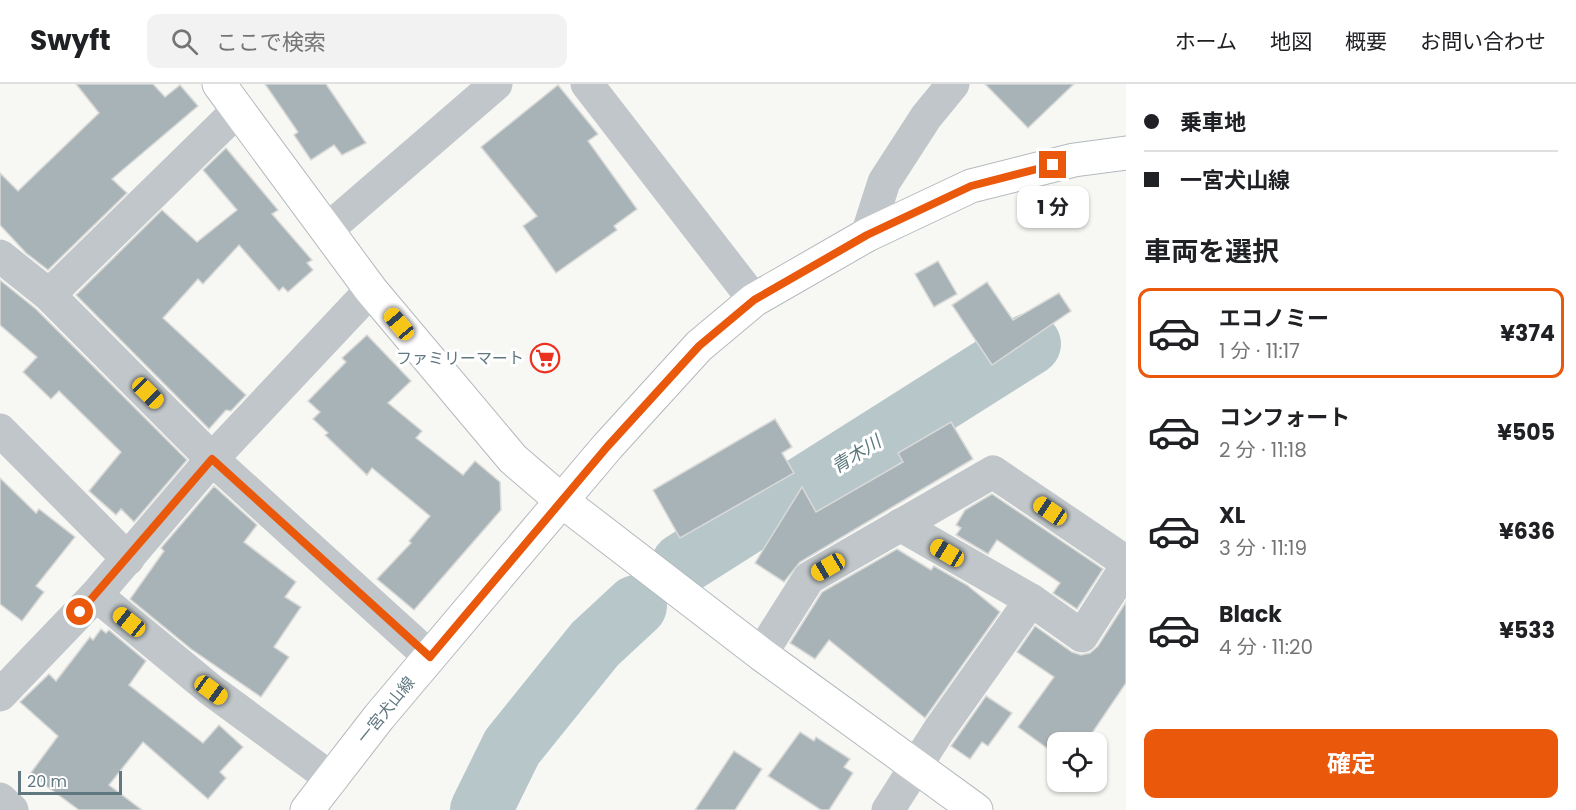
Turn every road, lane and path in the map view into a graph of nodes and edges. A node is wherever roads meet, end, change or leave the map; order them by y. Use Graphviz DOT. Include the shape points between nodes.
graph roads {
  1 [pos="496,84"];
  2 [pos="587,84"];
  3 [pos="953,84"];
  4 [pos="228,97"];
  5 [pos="1126,153"];
  6 [pos="327,230"];
  7 [pos="867,235"];
  8 [pos="0,256"];
  9 [pos="370,290"];
  10 [pos="49,295"];
  11 [pos="754,300"];
  12 [pos="0,430"];
  13 [pos="212,459"];
  14 [pos="562,501"];
  15 [pos="900,525"];
  16 [pos="128,559"];
  17 [pos="1126,562"];
  18 [pos="1126,567"];
  19 [pos="96,595"];
  20 [pos="1031,600"];
  21 [pos="761,654"];
  22 [pos="430,657"];
  23 [pos="0,695"];
  24 [pos="916,769"];
  25 [pos="332,779"];
  26 [pos="0,799"];
  27 [pos="12,810"];
  28 [pos="308,810"];
  29 [pos="888,810"];
  30 [pos="976,810"];
  1 -- 6 [label="street"];
  2 -- 11 [label="street"];
  3 -- 7 [label="street" via="926,117 884,182"];
  4 -- 6 [label="main road"];
  4 -- 10 [label="street"];
  5 -- 7 [label="main road, 一宮犬山線" via="1074,160 971,186"];
  6 -- 9 [label="main road"];
  7 -- 11 [label="main road, 一宮犬山線"];
  8 -- 10 [label="street"];
  9 -- 13 [label="street"];
  9 -- 14 [label="main road" via="513,459"];
  10 -- 13 [label="street"];
  11 -- 14 [label="main road, 一宮犬山線" via="699,346"];
  12 -- 16 [label="street"];
  13 -- 16 [label="street"];
  13 -- 22 [label="street"];
  14 -- 21 [label="main road"];
  14 -- 22 [label="main road, 一宮犬山線"];
  15 -- 17 [label="street" via="993,472"];
  15 -- 20 [label="street"];
  15 -- 21 [label="street" via="809,578"];
  16 -- 19 [label="street"];
  18 -- 20 [label="street" via="1083,636"];
  19 -- 23 [label="street"];
  19 -- 25 [label="street" via="211,690"];
  20 -- 24 [label="street"];
  21 -- 24 [label="main road"];
  22 -- 25 [label="main road, 一宮犬山線"];
  24 -- 29 [label="street"];
  24 -- 30 [label="main road"];
  25 -- 28 [label="main road, 一宮犬山線"];
  26 -- 27 [label="street"];
}
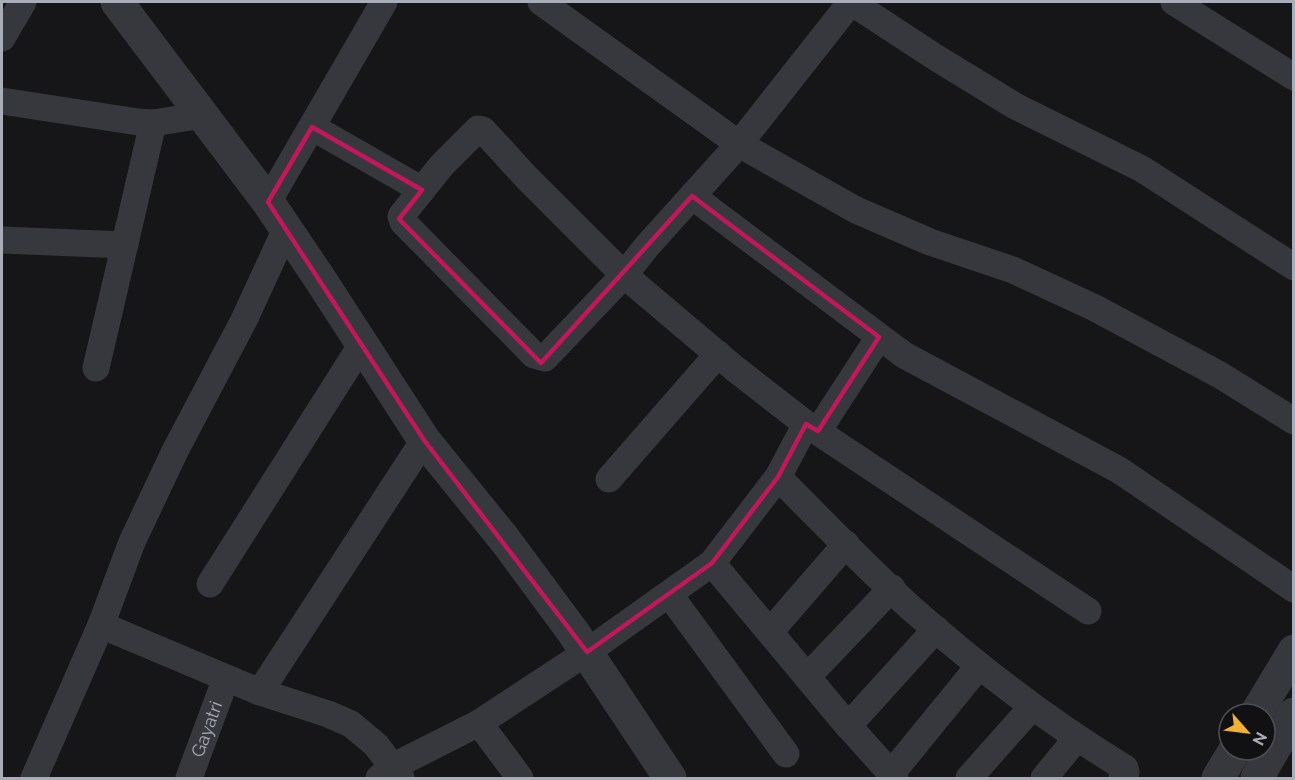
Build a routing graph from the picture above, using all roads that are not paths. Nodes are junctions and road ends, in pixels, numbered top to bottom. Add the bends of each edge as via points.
1 (23, 2) edge
2 (117, 2) edge
3 (384, 2) edge
4 (541, 2) edge
5 (1174, 2) edge
6 (2, 38) edge
7 (1293, 77) edge
8 (2, 101) edge
9 (203, 115) junction
10 (153, 123) junction
11 (312, 127) junction
12 (739, 144) junction
13 (422, 190) junction
14 (692, 196) junction
15 (268, 202) junction
16 (286, 229) junction
17 (2, 240) edge
18 (125, 245) junction
19 (1293, 267) edge
20 (624, 275) junction
21 (879, 337) junction
22 (362, 344) junction
23 (718, 354) junction
24 (96, 368) dead end
25 (1293, 421) edge
26 (812, 428) junction
27 (424, 440) junction
28 (778, 477) junction
29 (609, 479) dead end
30 (846, 544) junction
31 (712, 563) junction
32 (210, 585) dead end
33 (892, 588) junction
34 (1293, 590) edge
35 (669, 594) junction
36 (1088, 611) dead end
37 (101, 625) junction
38 (936, 629) junction
39 (770, 632) junction
40 (1293, 651) edge
41 (587, 652) junction
42 (980, 666) junction
43 (807, 677) junction
44 (226, 678) junction
45 (260, 692) junction
46 (1263, 702) edge
47 (1032, 707) junction
48 (1293, 714) edge
49 (479, 723) junction
50 (848, 726) junction
51 (1076, 739) junction
52 (786, 754) dead end
53 (1228, 762) edge
54 (391, 775) edge
55 (893, 776) edge
56 (34, 778) edge
57 (189, 778) edge
58 (520, 778) edge
59 (670, 778) edge
60 (969, 778) edge
61 (1044, 778) edge
62 (1122, 778) edge
63 (1218, 778) edge
64 (1257, 778) edge

1 - 6 street
2 - 9 street
3 - 11 street
4 - 12 street
5 - 7 street
8 - 10 street
9 - 10 street
9 - 15 street
10 - 18 street
11 - 13 street
11 - 15 street
12 - 14 street
12 - 19 street via 851,2 1016,106 1142,169
12 - 25 street via 856,210 930,242 1013,270 1095,308 1220,375
13 - 20 street via 446,160 481,128
13 - 20 street via 401,216 403,222 538,358 545,358
14 - 20 street
14 - 21 street
15 - 16 street
16 - 22 street
16 - 37 street via 132,542
17 - 18 street
18 - 24 street
20 - 23 street
21 - 26 street
21 - 34 street via 904,355 1119,470
22 - 27 street
22 - 32 street
23 - 26 street
23 - 29 street
26 - 28 street
26 - 36 street
27 - 41 street via 505,540
27 - 45 street
28 - 30 street
28 - 31 street
30 - 33 street
30 - 39 street
31 - 35 street
31 - 39 street
33 - 38 street
33 - 43 street
35 - 41 street
35 - 52 street
37 - 44 street
37 - 56 street
38 - 42 street
38 - 50 street
39 - 43 street
40 - 46 street
41 - 49 street
41 - 59 street
42 - 47 street
42 - 55 street
43 - 50 street
44 - 45 street
44 - 57 street, Gayatri
45 - 54 street via 351,724 376,745
47 - 51 street
47 - 60 street
48 - 64 street
49 - 54 street
49 - 58 street
50 - 55 street
51 - 61 street
51 - 62 street via 1125,768
53 - 63 street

■ DESCRIPTION OF THE TASK: The answer is every line of the data, exactly as written, with the pictures dropped.

■ ANSWER BOX:
Turn every road, lane and path in the map view into a graph of nodes and edges. A node is wherever roads meet, end, change or leave the map; order them by y. Use Graphviz DOT. Include the shape points between nodes.
graph roads {
  1 [pos="496,84"];
  2 [pos="587,84"];
  3 [pos="953,84"];
  4 [pos="228,97"];
  5 [pos="1126,153"];
  6 [pos="327,230"];
  7 [pos="867,235"];
  8 [pos="0,256"];
  9 [pos="370,290"];
  10 [pos="49,295"];
  11 [pos="754,300"];
  12 [pos="0,430"];
  13 [pos="212,459"];
  14 [pos="562,501"];
  15 [pos="900,525"];
  16 [pos="128,559"];
  17 [pos="1126,562"];
  18 [pos="1126,567"];
  19 [pos="96,595"];
  20 [pos="1031,600"];
  21 [pos="761,654"];
  22 [pos="430,657"];
  23 [pos="0,695"];
  24 [pos="916,769"];
  25 [pos="332,779"];
  26 [pos="0,799"];
  27 [pos="12,810"];
  28 [pos="308,810"];
  29 [pos="888,810"];
  30 [pos="976,810"];
  1 -- 6 [label="street"];
  2 -- 11 [label="street"];
  3 -- 7 [label="street" via="926,117 884,182"];
  4 -- 6 [label="main road"];
  4 -- 10 [label="street"];
  5 -- 7 [label="main road, 一宮犬山線" via="1074,160 971,186"];
  6 -- 9 [label="main road"];
  7 -- 11 [label="main road, 一宮犬山線"];
  8 -- 10 [label="street"];
  9 -- 13 [label="street"];
  9 -- 14 [label="main road" via="513,459"];
  10 -- 13 [label="street"];
  11 -- 14 [label="main road, 一宮犬山線" via="699,346"];
  12 -- 16 [label="street"];
  13 -- 16 [label="street"];
  13 -- 22 [label="street"];
  14 -- 21 [label="main road"];
  14 -- 22 [label="main road, 一宮犬山線"];
  15 -- 17 [label="street" via="993,472"];
  15 -- 20 [label="street"];
  15 -- 21 [label="street" via="809,578"];
  16 -- 19 [label="street"];
  18 -- 20 [label="street" via="1083,636"];
  19 -- 23 [label="street"];
  19 -- 25 [label="street" via="211,690"];
  20 -- 24 [label="street"];
  21 -- 24 [label="main road"];
  22 -- 25 [label="main road, 一宮犬山線"];
  24 -- 29 [label="street"];
  24 -- 30 [label="main road"];
  25 -- 28 [label="main road, 一宮犬山線"];
  26 -- 27 [label="street"];
}
Build a routing graph from the picture above, using all roads that are not paths. Nodes are junctions and road ends, in pixels, numbered top to bottom. Add the bends of each edge as via points.
1 (23, 2) edge
2 (117, 2) edge
3 (384, 2) edge
4 (541, 2) edge
5 (1174, 2) edge
6 (2, 38) edge
7 (1293, 77) edge
8 (2, 101) edge
9 (203, 115) junction
10 (153, 123) junction
11 (312, 127) junction
12 (739, 144) junction
13 (422, 190) junction
14 (692, 196) junction
15 (268, 202) junction
16 (286, 229) junction
17 (2, 240) edge
18 (125, 245) junction
19 (1293, 267) edge
20 (624, 275) junction
21 (879, 337) junction
22 (362, 344) junction
23 (718, 354) junction
24 (96, 368) dead end
25 (1293, 421) edge
26 (812, 428) junction
27 (424, 440) junction
28 (778, 477) junction
29 (609, 479) dead end
30 (846, 544) junction
31 (712, 563) junction
32 (210, 585) dead end
33 (892, 588) junction
34 (1293, 590) edge
35 (669, 594) junction
36 (1088, 611) dead end
37 (101, 625) junction
38 (936, 629) junction
39 (770, 632) junction
40 (1293, 651) edge
41 (587, 652) junction
42 (980, 666) junction
43 (807, 677) junction
44 (226, 678) junction
45 (260, 692) junction
46 (1263, 702) edge
47 (1032, 707) junction
48 (1293, 714) edge
49 (479, 723) junction
50 (848, 726) junction
51 (1076, 739) junction
52 (786, 754) dead end
53 (1228, 762) edge
54 (391, 775) edge
55 (893, 776) edge
56 (34, 778) edge
57 (189, 778) edge
58 (520, 778) edge
59 (670, 778) edge
60 (969, 778) edge
61 (1044, 778) edge
62 (1122, 778) edge
63 (1218, 778) edge
64 (1257, 778) edge

1 - 6 street
2 - 9 street
3 - 11 street
4 - 12 street
5 - 7 street
8 - 10 street
9 - 10 street
9 - 15 street
10 - 18 street
11 - 13 street
11 - 15 street
12 - 14 street
12 - 19 street via 851,2 1016,106 1142,169
12 - 25 street via 856,210 930,242 1013,270 1095,308 1220,375
13 - 20 street via 446,160 481,128
13 - 20 street via 401,216 403,222 538,358 545,358
14 - 20 street
14 - 21 street
15 - 16 street
16 - 22 street
16 - 37 street via 132,542
17 - 18 street
18 - 24 street
20 - 23 street
21 - 26 street
21 - 34 street via 904,355 1119,470
22 - 27 street
22 - 32 street
23 - 26 street
23 - 29 street
26 - 28 street
26 - 36 street
27 - 41 street via 505,540
27 - 45 street
28 - 30 street
28 - 31 street
30 - 33 street
30 - 39 street
31 - 35 street
31 - 39 street
33 - 38 street
33 - 43 street
35 - 41 street
35 - 52 street
37 - 44 street
37 - 56 street
38 - 42 street
38 - 50 street
39 - 43 street
40 - 46 street
41 - 49 street
41 - 59 street
42 - 47 street
42 - 55 street
43 - 50 street
44 - 45 street
44 - 57 street, Gayatri
45 - 54 street via 351,724 376,745
47 - 51 street
47 - 60 street
48 - 64 street
49 - 54 street
49 - 58 street
50 - 55 street
51 - 61 street
51 - 62 street via 1125,768
53 - 63 street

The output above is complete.